Barnes occupies the southwestern corner of Bayfield County, with Douglas County to the west and Sawyer County to the south.

==Demographics==
As of the census of 2000, there were 610 people, 278 households, and 202 families residing in the town. The population density was 5.2 people per square mile (2.0/km^{2}). There were 1,486 housing units at an average density of 12.6 per square mile (4.9/km^{2}). The racial makeup of the town was 98.52% White, 0.98% Native American, 0.16% from other races, and 0.33% from two or more races. Hispanic or Latino of any race were 0.16% of the population.

There were 278 households, out of which 19.1% had children under the age of 18 living with them, 62.9% were married couples living together, 5.8% had a female householder with no husband present, and 27.3% were non-families. 23.7% of all households were made up of individuals, and 11.2% had someone living alone who was 65 years of age or older. The average household size was 2.19 and the average family size was 2.52.

In the town, the population was spread out, with 17.0% under the age of 18, 3.1% from 18 to 24, 18.2% from 25 to 44, 35.2% from 45 to 64, and 26.4% who were 65 years of age or older. The median age was 53 years. For every 100 females, there were 106.1 males. For every 100 females age 18 and over, there were 107.4 males.

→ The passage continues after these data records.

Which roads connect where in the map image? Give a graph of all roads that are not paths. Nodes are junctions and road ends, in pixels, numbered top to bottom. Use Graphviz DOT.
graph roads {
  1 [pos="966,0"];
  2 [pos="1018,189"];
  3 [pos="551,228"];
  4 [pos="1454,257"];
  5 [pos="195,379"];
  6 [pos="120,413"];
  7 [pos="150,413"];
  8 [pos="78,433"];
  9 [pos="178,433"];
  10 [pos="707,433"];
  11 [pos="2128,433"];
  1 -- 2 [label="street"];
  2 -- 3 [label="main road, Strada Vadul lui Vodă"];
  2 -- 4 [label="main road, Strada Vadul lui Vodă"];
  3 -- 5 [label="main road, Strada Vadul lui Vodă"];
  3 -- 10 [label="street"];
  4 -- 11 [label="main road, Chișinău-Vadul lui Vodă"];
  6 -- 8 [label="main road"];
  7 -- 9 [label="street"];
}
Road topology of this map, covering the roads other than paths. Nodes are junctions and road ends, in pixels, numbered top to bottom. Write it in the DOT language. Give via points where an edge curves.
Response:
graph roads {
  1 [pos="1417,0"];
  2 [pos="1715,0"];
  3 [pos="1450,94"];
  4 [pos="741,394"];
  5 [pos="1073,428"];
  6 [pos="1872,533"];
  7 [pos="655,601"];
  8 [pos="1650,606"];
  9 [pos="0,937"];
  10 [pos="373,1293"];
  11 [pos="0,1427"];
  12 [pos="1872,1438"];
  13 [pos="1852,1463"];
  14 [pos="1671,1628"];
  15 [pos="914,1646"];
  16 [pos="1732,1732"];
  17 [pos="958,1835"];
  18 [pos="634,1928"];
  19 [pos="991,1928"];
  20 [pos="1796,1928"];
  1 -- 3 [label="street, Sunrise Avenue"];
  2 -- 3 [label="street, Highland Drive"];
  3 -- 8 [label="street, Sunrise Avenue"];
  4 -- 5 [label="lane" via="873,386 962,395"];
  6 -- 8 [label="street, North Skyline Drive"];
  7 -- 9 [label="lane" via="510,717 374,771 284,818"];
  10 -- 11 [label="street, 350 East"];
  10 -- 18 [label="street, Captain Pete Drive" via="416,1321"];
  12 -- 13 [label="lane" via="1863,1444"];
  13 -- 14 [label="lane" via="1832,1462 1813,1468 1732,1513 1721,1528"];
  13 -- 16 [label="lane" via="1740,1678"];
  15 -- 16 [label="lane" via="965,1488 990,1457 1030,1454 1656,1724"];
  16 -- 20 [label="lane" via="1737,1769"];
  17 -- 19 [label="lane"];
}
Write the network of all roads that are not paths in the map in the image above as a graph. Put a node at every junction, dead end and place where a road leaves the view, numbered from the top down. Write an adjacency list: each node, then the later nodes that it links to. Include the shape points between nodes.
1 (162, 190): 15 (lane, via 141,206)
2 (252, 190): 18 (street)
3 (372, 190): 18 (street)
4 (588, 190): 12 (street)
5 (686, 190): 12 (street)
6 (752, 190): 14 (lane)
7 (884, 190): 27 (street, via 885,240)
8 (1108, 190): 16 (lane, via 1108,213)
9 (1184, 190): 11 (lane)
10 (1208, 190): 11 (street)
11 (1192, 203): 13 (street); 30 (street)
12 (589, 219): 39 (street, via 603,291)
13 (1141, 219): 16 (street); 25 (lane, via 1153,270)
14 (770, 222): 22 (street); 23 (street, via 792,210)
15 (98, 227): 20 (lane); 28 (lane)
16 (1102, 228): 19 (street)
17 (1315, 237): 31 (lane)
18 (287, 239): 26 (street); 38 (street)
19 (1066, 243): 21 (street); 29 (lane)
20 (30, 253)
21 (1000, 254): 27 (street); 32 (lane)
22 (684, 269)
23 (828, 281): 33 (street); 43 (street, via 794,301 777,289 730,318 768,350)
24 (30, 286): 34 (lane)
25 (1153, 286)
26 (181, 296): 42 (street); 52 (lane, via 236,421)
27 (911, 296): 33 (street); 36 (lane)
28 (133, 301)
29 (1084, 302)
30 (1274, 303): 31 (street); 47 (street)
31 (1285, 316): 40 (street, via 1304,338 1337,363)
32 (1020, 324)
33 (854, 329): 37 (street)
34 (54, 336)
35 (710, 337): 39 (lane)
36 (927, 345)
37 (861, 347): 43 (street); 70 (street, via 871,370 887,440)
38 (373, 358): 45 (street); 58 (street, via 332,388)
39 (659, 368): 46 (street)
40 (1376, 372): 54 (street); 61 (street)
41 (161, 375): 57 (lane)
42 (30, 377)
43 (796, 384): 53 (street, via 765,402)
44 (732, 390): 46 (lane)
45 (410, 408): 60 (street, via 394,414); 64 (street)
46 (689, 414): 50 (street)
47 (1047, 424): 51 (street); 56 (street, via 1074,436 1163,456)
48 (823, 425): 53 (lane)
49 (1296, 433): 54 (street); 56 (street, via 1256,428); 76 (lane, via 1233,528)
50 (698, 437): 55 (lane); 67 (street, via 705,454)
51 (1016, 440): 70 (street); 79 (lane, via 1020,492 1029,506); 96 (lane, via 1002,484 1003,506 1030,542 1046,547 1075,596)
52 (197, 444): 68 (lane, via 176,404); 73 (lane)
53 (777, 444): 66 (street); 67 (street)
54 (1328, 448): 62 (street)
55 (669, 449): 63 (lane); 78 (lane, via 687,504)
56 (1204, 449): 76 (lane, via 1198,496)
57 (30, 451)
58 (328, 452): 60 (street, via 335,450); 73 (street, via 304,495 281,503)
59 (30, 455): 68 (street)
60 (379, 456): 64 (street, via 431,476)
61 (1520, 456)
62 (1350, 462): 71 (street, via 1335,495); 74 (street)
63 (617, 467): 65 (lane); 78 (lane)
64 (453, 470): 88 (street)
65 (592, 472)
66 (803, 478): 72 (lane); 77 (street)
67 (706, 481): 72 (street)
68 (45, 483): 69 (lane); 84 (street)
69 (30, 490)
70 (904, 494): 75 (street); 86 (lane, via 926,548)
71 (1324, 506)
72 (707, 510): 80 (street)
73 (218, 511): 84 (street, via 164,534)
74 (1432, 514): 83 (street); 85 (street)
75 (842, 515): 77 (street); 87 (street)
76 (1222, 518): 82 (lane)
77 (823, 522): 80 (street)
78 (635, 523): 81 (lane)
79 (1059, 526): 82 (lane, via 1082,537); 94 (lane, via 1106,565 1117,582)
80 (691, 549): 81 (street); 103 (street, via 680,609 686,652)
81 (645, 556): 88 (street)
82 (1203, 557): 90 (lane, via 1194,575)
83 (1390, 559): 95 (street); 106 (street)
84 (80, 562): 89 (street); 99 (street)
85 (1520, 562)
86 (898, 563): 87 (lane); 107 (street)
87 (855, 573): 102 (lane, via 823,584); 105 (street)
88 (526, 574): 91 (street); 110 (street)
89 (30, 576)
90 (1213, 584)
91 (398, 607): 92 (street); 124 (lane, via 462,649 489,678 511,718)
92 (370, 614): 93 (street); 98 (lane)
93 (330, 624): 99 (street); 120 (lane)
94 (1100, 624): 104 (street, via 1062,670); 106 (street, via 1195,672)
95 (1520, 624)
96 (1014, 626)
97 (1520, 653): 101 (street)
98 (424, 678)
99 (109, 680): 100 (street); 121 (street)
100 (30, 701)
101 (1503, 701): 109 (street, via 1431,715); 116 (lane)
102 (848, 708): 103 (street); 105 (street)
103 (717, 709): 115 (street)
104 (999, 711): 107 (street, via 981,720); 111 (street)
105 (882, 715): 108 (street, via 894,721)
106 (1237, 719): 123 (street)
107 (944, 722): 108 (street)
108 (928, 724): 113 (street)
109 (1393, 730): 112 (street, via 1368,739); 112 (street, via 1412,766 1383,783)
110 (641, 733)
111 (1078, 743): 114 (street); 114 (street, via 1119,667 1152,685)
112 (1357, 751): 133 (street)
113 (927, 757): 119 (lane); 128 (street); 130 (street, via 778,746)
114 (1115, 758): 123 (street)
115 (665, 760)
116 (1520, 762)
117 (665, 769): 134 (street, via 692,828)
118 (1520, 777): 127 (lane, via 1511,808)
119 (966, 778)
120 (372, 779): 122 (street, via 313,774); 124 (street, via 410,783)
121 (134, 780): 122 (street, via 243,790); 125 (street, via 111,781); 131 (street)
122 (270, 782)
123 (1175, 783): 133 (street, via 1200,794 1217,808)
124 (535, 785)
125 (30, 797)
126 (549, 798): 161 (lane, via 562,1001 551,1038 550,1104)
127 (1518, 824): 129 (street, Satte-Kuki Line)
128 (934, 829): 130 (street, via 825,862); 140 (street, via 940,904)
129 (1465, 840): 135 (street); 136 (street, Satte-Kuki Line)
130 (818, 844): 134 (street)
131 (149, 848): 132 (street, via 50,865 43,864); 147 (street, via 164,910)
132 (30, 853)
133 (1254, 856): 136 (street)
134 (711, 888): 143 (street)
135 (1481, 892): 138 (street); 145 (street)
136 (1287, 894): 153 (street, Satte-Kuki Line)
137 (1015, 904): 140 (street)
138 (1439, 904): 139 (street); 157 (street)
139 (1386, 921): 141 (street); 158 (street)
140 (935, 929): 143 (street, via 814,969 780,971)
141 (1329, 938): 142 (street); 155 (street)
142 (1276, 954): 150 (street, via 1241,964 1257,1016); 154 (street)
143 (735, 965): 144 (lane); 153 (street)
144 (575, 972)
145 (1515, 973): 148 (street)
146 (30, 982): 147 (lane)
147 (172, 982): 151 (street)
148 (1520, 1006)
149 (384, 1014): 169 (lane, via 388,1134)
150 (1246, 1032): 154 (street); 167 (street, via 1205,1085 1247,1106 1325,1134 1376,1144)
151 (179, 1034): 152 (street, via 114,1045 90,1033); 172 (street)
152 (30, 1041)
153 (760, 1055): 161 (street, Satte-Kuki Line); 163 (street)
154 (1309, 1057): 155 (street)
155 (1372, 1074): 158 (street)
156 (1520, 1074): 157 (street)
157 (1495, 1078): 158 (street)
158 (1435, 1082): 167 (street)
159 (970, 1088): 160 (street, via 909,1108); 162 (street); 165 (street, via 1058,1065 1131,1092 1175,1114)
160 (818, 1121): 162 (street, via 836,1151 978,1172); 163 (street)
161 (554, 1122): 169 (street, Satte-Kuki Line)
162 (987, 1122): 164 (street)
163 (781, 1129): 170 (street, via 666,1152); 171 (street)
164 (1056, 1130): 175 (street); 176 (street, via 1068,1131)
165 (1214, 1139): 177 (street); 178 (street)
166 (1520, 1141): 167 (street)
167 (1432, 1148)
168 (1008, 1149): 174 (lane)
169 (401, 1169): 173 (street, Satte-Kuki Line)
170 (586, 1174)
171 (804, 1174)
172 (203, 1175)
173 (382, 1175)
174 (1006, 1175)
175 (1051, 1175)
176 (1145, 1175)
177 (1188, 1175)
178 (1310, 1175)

The median income for a household in the town was $28,250, and the median income for a family was $32,500. Males had a median income of $30,833 versus $20,000 for females. The per capita income for the town was $16,405. About 11.6% of families and 16.1% of the population were below the poverty line, including 20.8% of those under age 18 and 13.1% of those age 65 or over.